SUPPLIED RECORDS
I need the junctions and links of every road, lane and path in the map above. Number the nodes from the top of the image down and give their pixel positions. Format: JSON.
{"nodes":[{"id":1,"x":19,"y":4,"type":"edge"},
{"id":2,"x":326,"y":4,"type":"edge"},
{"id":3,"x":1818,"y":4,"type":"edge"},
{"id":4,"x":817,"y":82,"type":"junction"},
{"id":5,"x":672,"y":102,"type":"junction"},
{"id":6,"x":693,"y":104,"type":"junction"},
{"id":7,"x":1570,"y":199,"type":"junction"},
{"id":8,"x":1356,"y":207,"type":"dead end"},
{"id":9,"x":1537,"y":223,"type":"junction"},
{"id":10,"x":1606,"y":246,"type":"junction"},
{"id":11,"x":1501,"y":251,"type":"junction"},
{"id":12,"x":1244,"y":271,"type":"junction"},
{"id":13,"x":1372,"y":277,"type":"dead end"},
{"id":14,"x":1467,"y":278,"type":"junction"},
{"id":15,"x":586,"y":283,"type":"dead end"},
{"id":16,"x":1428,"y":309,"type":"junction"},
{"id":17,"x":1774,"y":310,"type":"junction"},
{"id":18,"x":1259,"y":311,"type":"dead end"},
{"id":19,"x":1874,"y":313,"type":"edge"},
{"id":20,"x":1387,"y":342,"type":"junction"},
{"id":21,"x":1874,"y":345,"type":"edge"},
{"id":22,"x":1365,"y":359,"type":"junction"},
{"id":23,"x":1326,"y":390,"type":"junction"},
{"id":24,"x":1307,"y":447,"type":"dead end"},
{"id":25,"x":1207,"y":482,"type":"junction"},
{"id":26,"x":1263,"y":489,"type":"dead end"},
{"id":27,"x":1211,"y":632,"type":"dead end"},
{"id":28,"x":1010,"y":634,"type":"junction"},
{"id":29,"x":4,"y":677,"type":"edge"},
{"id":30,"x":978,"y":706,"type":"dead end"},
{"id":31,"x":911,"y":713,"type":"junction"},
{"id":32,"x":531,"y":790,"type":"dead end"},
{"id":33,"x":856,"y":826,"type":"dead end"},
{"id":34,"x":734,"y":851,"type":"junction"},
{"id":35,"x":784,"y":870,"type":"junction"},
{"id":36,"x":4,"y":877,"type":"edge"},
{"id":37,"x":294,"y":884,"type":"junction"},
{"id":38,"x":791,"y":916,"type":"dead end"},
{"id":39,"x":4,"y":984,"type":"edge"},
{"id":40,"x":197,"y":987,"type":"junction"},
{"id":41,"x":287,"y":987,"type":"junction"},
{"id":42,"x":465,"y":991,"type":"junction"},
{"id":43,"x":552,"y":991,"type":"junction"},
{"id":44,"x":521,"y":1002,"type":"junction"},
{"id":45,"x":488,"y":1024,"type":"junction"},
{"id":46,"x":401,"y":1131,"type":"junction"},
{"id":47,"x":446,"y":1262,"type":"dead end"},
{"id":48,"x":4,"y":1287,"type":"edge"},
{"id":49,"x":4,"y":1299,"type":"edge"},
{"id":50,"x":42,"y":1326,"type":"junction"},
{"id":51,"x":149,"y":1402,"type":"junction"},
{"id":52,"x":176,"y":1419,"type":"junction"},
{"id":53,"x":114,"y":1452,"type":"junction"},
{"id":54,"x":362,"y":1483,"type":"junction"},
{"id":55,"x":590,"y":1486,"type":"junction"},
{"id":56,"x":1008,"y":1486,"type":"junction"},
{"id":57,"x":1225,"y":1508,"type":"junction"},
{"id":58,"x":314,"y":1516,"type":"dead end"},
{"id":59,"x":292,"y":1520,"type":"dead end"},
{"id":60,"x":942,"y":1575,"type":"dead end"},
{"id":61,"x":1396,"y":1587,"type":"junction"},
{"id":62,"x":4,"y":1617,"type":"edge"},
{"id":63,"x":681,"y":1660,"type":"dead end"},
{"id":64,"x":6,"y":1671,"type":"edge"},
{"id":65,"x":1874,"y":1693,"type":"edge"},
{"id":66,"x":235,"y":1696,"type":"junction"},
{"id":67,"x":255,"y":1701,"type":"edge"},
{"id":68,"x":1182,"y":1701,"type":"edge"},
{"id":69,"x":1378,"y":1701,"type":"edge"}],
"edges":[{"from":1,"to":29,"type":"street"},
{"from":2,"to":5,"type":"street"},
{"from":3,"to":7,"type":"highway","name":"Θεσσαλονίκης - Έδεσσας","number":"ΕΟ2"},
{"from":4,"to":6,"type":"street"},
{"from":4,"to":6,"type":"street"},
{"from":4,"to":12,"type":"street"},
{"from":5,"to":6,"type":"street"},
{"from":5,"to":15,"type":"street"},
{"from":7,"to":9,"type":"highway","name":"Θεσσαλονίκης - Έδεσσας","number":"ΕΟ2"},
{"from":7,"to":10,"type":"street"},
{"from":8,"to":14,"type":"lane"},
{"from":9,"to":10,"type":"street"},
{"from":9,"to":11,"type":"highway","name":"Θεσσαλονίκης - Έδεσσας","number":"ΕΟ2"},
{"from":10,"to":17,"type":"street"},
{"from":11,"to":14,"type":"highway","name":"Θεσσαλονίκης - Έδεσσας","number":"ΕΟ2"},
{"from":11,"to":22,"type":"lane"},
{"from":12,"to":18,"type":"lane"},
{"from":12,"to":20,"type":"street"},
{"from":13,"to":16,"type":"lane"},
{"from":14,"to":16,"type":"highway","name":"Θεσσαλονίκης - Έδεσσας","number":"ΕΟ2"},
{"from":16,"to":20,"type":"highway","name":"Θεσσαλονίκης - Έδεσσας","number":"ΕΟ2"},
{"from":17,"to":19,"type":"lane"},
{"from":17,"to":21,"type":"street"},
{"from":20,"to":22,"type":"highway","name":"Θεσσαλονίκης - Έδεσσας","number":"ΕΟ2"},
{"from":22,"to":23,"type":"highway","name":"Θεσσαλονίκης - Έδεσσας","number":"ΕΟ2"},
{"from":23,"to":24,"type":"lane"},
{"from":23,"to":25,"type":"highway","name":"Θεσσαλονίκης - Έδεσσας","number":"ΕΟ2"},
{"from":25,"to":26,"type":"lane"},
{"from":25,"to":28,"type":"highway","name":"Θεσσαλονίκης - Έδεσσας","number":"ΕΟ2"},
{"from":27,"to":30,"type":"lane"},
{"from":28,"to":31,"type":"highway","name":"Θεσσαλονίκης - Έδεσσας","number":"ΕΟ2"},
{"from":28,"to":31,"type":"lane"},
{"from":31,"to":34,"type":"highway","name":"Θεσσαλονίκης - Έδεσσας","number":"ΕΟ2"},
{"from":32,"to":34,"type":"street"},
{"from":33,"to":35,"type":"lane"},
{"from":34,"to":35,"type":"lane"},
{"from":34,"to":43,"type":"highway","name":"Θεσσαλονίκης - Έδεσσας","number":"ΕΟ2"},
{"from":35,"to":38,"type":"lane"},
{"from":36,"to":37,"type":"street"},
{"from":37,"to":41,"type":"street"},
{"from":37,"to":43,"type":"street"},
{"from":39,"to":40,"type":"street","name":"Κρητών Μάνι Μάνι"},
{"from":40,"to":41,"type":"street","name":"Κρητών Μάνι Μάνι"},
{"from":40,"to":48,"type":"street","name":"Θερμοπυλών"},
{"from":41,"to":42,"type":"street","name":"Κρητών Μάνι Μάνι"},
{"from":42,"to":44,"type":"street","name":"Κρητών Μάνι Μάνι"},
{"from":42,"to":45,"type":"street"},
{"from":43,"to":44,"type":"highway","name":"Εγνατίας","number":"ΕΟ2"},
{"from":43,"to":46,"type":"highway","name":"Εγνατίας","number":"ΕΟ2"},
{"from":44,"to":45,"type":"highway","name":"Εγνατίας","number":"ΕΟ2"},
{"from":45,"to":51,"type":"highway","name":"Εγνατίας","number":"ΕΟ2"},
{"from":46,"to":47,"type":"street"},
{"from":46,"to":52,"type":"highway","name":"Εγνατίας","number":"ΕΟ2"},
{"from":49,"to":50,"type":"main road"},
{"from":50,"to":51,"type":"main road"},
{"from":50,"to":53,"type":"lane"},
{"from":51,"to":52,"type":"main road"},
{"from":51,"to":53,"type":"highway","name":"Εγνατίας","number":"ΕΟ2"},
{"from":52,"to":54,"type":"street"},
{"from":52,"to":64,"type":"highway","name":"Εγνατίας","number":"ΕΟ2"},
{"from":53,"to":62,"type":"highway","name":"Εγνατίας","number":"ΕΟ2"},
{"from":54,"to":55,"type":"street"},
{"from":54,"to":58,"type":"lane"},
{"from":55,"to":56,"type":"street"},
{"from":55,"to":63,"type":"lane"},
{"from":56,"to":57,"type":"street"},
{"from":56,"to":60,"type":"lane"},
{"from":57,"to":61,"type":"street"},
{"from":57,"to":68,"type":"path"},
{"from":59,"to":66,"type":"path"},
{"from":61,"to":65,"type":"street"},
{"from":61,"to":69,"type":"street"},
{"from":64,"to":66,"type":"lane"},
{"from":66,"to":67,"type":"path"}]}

TASK
Your answer should be the number of lines in the records that contain the word "road", with nothing added.

SOLVED PROBLEM
4